La matanza, contra sunnitas, ocurrió en una zona alauita, la religión que profesa el régimen
DAMASCO.- La oposición siria denunció ayer una "matanza en gran escala", de unas 150 personas en la ciudad de Al-Bayda, provincia de Tartus, donde los sunnitas y rebeldes son minoría. Se trata de una de las pocas zonas del país de predominio alauita, minoría a la que pertenece el presidente Bashar al-Assad.
Según los reportes de la oposición, entre las víctimas de esta masacre habría sobre todo mujeres y chicos.
Además, como parte del agravamiento del conflicto, los rebeldes dispararon ayer dos cohetes contra el aeropuerto internacional de Damasco, alcanzando un avión en la pista de aterrizaje y un depósito de querosén que se incendió, según la agencia oficial siria SANA.
La zona del aeropuerto, efectivamente, es una de las áreas limítrofes entre los territorios bajo control oficial y los de los rebeldes, por lo que son frecuentes los choques en el lugar. Pero si bien los insurgentes reivindicaron en varias ocasiones disparos contra la aeroestación, es la primera vez que los medios de comunicación oficiales reportan un ataque.
En las horas siguientes, la televisión estatal emitió incluso un video desde la sala de salidas del aeropuerto, llena de viajeros, para mostrar que de todos modos la actividad aeroportuaria no se había visto perturbada.
Aunque el gobierno norteamericano afirmó anteayer que está "reconsiderando" su oposición inicial a brindar armas a los rebeldes, la oposición siria criticó la impasibilidad mostrada hasta ahora por la comunidad internacional frente a una guerra civil que ya lleva dos años.
Tras conocerse detalles de la masacre en el pueblo de Al-Bayda, la opositora Coalición Nacional Siria llamó a la Liga Árabe y a la ONU a "actuar rápidamente para salvar a los civiles de Al-Bayda, Banias y otras localidades en Siria".
Los habitantes de esas áreas son mayoritariamente alauitas, es decir, de la misma rama chiíta que profesa Al-Assad. Sin embargo, al sur de Banias hay varios pueblos de mayoría sunnita, que apoya en gran parte la rebelión contra Al-Assad, por lo que se han constituido en un blanco fácil en un área bajo estricto control del gobierno.
Las tensiones en el lugar se incrementaron luego que grupos opositores armados atacaron un ómnibus en el que viajaban milicianos cercanos al régimen, conocidos como shabiha , dejando por lo menos siete muertos y más de 30 heridos.
Así se desencadenó luego una nueva represión de las fuerzas oficialistas contra las minorías sunnitas.
Los soldados comenzaron en Al-Bayda realizando registros casa por casa y arrestos arbitrarios.
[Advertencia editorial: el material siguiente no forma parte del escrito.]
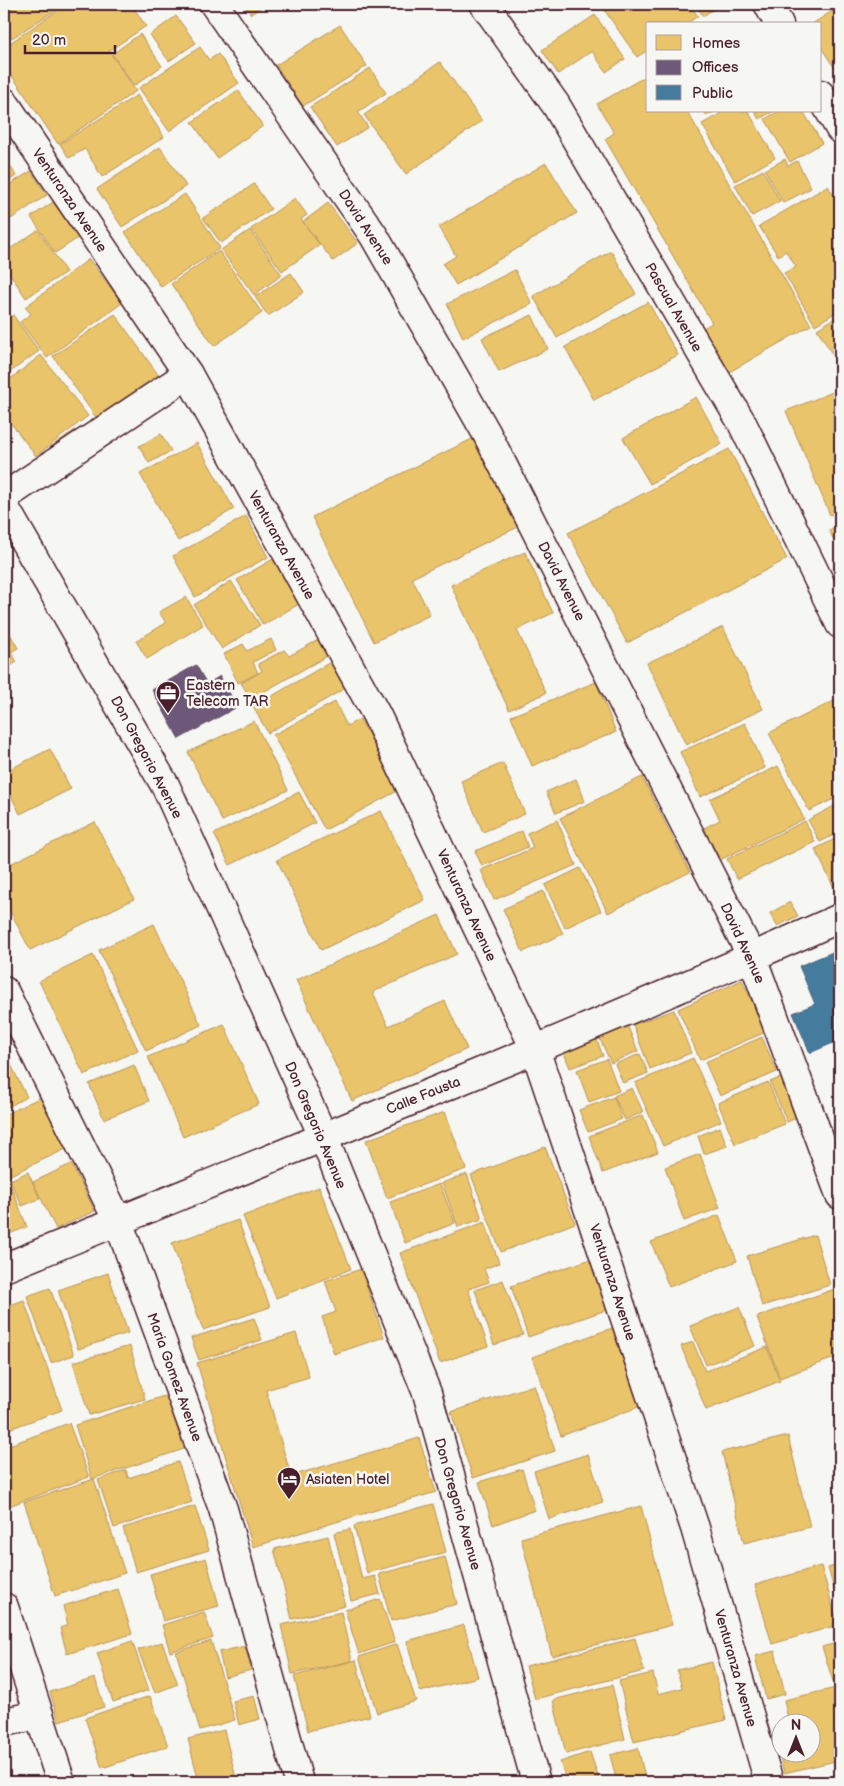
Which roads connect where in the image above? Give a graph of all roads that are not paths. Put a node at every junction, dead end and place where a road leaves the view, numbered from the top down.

Luego de la redada, algunos detenidos fueron muertos a puñaladas o con objetos contundentes, y varias decenas, directamente desaparecieron.
En su comunicado, la Coalición Nacional Siria dijo que las informaciones "confirman una matanza en gran escala en ese pueblo. Los reportes iniciales aseguran que las fuerzas de Al-Assad están directamente involucradas".
La versión oficial del régimen fue que habían eliminado a varios "terroristas" en Al-Bayda y en otras regiones pobladas por sunnitas.
Las fuerzas del gobierno seguían ayer en el lugar, donde continuaban los registros casa por casa. El servicio telefónico y de Internet con el poblado fue interrumpido, y el área seguía controlada por el régimen, lo que hacía imposible verificar la cifra final de muertos.
El conflicto sirio, iniciado en marzo de 2011, comenzó con manifestaciones pacíficas contra Al-Assad, pero derivó en un enfrentamiento armado entre la oposición y el gobierno a causa de la represión oficial. Más de 70.000 personas murieron en la guerra civil desde entonces.